Show, from the records below, all lines that contain the word "Street".

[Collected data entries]
*-*-*
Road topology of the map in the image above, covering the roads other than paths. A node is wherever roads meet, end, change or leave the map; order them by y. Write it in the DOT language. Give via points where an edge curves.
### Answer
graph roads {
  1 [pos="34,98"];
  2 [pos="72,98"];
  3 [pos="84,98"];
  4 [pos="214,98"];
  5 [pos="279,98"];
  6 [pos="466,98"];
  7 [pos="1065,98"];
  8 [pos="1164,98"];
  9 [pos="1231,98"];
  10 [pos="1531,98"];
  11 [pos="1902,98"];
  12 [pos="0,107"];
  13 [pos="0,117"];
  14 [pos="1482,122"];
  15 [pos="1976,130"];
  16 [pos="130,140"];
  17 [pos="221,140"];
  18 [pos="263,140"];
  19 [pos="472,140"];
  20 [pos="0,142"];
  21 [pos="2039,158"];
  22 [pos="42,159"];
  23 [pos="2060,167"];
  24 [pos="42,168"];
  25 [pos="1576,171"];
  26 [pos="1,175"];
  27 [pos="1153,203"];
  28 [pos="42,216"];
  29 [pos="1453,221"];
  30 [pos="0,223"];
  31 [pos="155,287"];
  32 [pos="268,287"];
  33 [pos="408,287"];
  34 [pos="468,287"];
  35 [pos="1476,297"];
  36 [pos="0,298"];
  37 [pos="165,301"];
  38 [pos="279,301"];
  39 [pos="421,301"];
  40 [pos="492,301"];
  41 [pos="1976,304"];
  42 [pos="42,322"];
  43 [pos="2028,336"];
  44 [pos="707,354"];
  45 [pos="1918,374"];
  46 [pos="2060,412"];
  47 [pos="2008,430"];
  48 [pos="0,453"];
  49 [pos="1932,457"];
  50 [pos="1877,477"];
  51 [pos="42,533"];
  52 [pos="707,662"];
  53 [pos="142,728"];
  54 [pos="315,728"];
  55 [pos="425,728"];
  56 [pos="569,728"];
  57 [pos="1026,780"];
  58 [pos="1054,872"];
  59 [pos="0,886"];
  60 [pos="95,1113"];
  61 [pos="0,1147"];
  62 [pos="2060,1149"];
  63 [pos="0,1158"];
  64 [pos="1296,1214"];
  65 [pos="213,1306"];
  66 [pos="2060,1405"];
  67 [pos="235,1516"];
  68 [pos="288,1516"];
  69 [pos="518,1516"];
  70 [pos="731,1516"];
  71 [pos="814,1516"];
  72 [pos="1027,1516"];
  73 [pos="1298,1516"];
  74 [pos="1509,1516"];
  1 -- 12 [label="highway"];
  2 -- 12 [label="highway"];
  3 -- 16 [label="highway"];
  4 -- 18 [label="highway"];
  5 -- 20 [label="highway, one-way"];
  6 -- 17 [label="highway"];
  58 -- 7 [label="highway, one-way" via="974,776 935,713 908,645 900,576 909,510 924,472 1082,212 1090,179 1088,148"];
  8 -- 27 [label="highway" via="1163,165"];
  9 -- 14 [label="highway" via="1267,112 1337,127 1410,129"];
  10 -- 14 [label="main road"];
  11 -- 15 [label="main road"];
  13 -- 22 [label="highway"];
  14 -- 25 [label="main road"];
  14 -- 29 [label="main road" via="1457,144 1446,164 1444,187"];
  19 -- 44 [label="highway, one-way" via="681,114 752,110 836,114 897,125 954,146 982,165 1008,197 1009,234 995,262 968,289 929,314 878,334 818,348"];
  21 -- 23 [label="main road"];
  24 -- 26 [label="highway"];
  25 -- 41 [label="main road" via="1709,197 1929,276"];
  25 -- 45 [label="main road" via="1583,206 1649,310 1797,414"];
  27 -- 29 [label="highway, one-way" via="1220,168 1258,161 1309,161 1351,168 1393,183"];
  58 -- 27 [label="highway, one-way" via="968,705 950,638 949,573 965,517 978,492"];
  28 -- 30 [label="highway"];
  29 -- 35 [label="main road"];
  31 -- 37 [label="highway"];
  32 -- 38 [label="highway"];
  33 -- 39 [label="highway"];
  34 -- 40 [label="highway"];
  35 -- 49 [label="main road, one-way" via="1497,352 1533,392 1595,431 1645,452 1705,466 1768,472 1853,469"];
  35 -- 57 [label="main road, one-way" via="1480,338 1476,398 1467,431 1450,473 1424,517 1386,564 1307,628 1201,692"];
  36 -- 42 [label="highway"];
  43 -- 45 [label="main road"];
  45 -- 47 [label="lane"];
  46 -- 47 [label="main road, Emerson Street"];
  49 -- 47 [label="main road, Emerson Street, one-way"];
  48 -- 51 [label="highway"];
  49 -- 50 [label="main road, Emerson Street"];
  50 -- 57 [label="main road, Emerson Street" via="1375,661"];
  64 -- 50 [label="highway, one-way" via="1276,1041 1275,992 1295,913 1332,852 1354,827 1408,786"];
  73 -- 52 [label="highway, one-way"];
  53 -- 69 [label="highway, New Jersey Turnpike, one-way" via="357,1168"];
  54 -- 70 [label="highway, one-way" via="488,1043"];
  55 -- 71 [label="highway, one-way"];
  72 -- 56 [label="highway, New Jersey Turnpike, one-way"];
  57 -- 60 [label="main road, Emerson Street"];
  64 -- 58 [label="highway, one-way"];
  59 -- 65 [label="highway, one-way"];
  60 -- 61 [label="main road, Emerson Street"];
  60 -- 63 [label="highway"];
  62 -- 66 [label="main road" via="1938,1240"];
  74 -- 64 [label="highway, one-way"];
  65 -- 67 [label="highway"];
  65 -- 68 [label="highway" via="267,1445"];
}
*-*-*
# [Response area]
  46 -- 47 [label="main road, Emerson Street"];
  49 -- 47 [label="main road, Emerson Street, one-way"];
  49 -- 50 [label="main road, Emerson Street"];
  50 -- 57 [label="main road, Emerson Street" via="1375,661"];
  57 -- 60 [label="main road, Emerson Street"];
  60 -- 61 [label="main road, Emerson Street"];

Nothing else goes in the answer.